The tree is decorated, the stockings are hung, the Yule fire burns low and, according to an old tradition, at midnight on Christmas Eve … the animals speak.

COMET (Beagle, about age four): You think that’s Alex Trebek’s real hair?
AJAX (also a Beagle, somewhat Comet’s senior, waking): What?

C: Alex Trebek. You think that’s a hairpiece?
A: I’ll tell you who wears a piece is that Bob Barker.
C: No way!
A: Way!
C: I don’t watch much TV.
A: Me either. No smell. You’d think they’d make it smell.
C: You know who smelled the other night? (Names a frequent visitor.)
A: Tell me about it. Bacon and pancakes!
C: Bacon and waffles.
A: Really? I didn’t get waffles. Real maple syrup, though.
C: The best.
A: Hmm. What about this reindeer business?
C: Reindeer?
A: I mean, reindeer can’t fly. Why not use birds? Birds fly.

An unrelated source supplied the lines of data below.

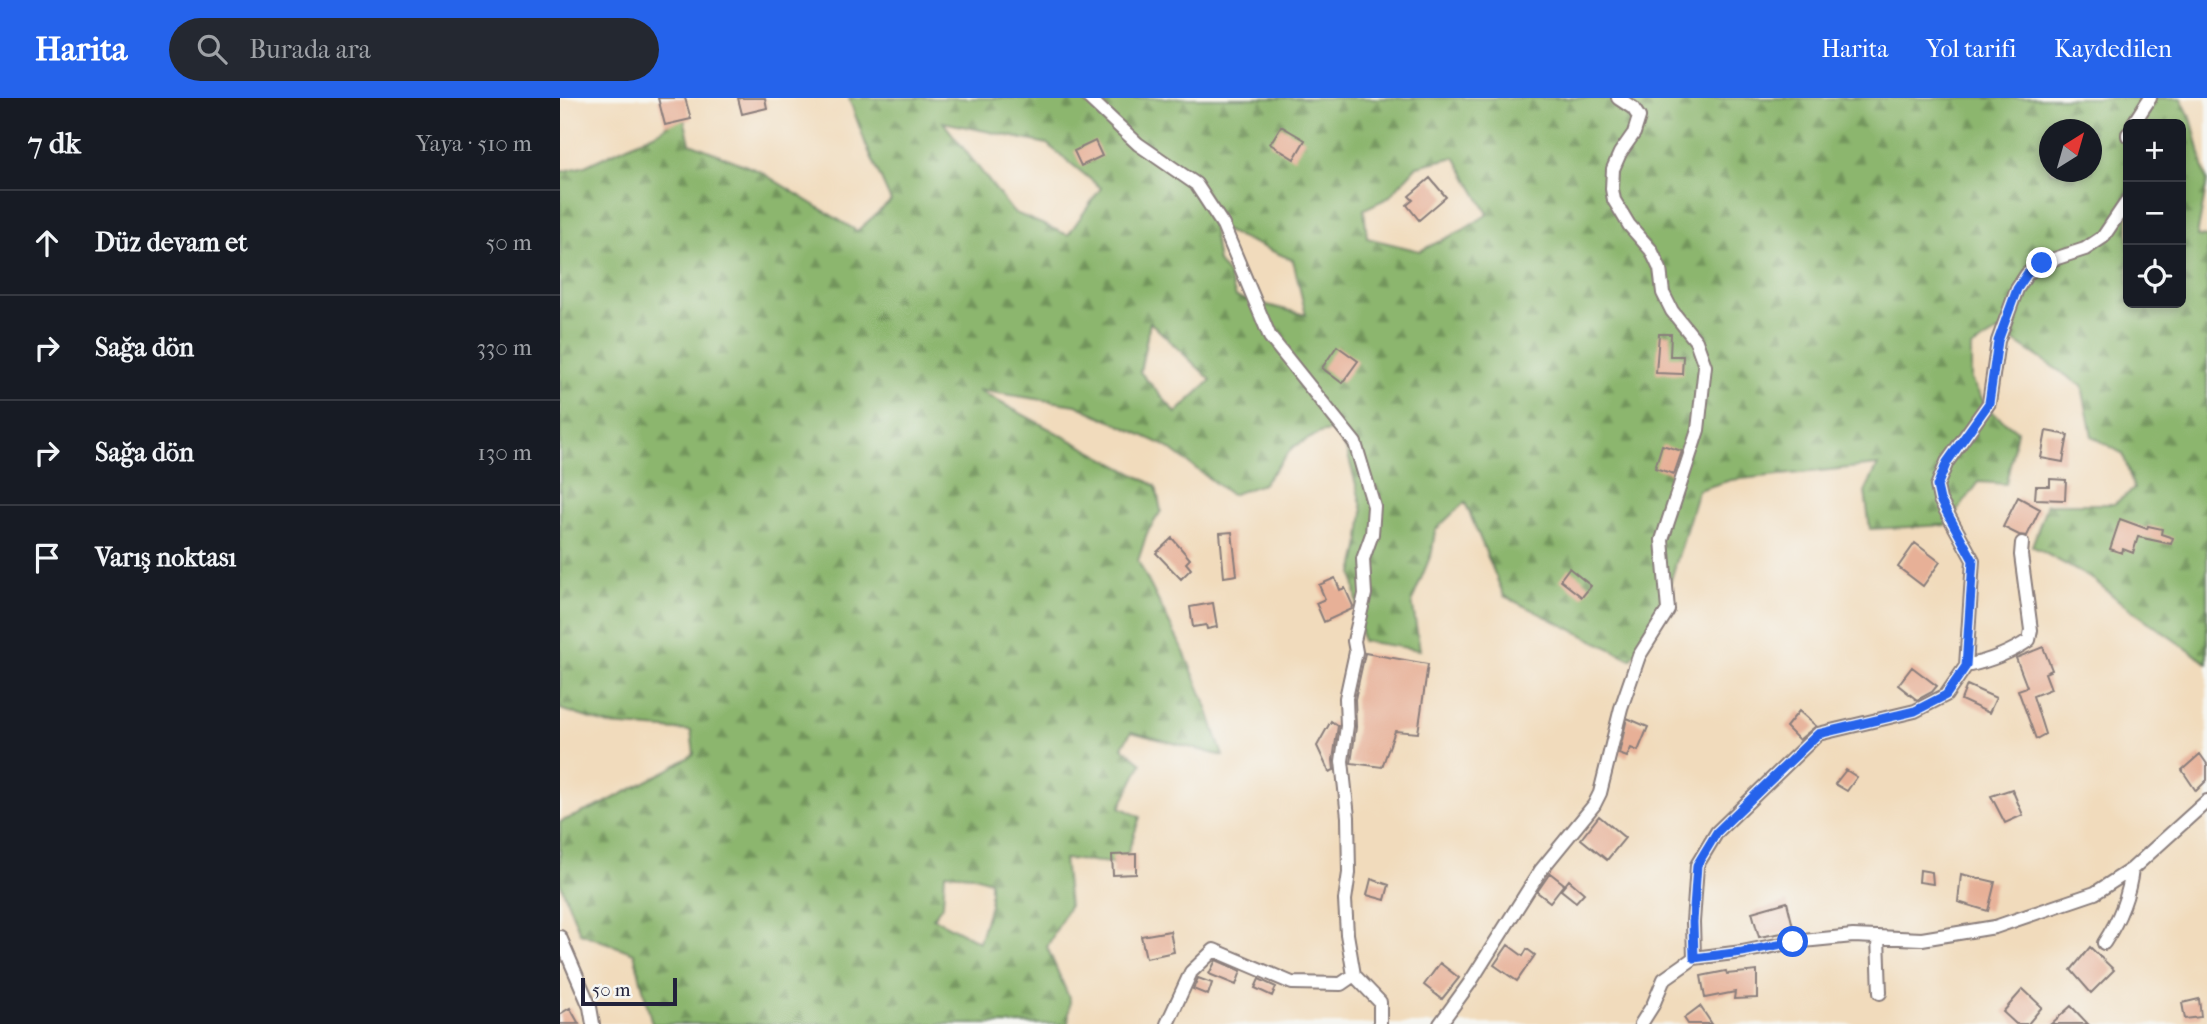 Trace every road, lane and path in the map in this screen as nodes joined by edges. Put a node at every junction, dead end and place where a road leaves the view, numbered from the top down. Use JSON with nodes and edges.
{"nodes":[{"id":1,"x":1089,"y":98,"type":"edge"},
{"id":2,"x":1618,"y":98,"type":"edge"},
{"id":3,"x":2150,"y":98,"type":"edge"},
{"id":4,"x":2136,"y":119,"type":"edge"},
{"id":5,"x":2123,"y":208,"type":"edge"},
{"id":6,"x":2022,"y":543,"type":"dead end"},
{"id":7,"x":1966,"y":666,"type":"junction"},
{"id":8,"x":2207,"y":801,"type":"edge"},
{"id":9,"x":2132,"y":869,"type":"junction"},
{"id":10,"x":560,"y":937,"type":"edge"},
{"id":11,"x":1878,"y":937,"type":"junction"},
{"id":12,"x":2104,"y":943,"type":"dead end"},
{"id":13,"x":1694,"y":958,"type":"junction"},
{"id":14,"x":1354,"y":975,"type":"junction"},
{"id":15,"x":1880,"y":993,"type":"dead end"},
{"id":16,"x":593,"y":1024,"type":"edge"},
{"id":17,"x":1167,"y":1024,"type":"edge"},
{"id":18,"x":1380,"y":1024,"type":"edge"},
{"id":19,"x":1440,"y":1024,"type":"edge"},
{"id":20,"x":1641,"y":1024,"type":"edge"}],
"edges":[{"from":1,"to":14,"type":"street"},
{"from":2,"to":19,"type":"street"},
{"from":3,"to":4,"type":"street"},
{"from":5,"to":7,"type":"street"},
{"from":6,"to":7,"type":"street"},
{"from":7,"to":13,"type":"street"},
{"from":8,"to":9,"type":"street"},
{"from":9,"to":11,"type":"street"},
{"from":9,"to":12,"type":"street"},
{"from":10,"to":16,"type":"street"},
{"from":11,"to":13,"type":"street"},
{"from":11,"to":15,"type":"street"},
{"from":13,"to":20,"type":"street"},
{"from":14,"to":17,"type":"street"},
{"from":14,"to":18,"type":"street"}]}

C: It’s the North Pole. You think there are birds at the North Pole?
A: You think there are reindeer at the North Pole?
C: Huh.
A: I’ll tell you what else: Those aren’t real squirrels.
C: What are you talking about?
A: Those little squirrels they throw around the house for you to chase. They’re not real.
C: But they fly!
A: They throw them.
C: They squeak!
A: They can make anything squeak.
C: The squirrels aren’t real? They seem so real.
A: Sorry.
C: I feel like such a fool.
A: I shouldn’t have said anything. You’re getting a couple new squirrels in your stocking. Try not to let on.
C: They seem so real.
A: That’s the spirit. And you’re probably right about the reindeer.
C: I don’t know …
A: Don’t beat yourself up. Took me three years to figure out the mailman is just a mailman.
C: Grrrr! The mailman!
A: Easy, buddy. It’s just you and me.
C: You mean the mailman’s not real either?
A: Real but harmless. Just doing his job.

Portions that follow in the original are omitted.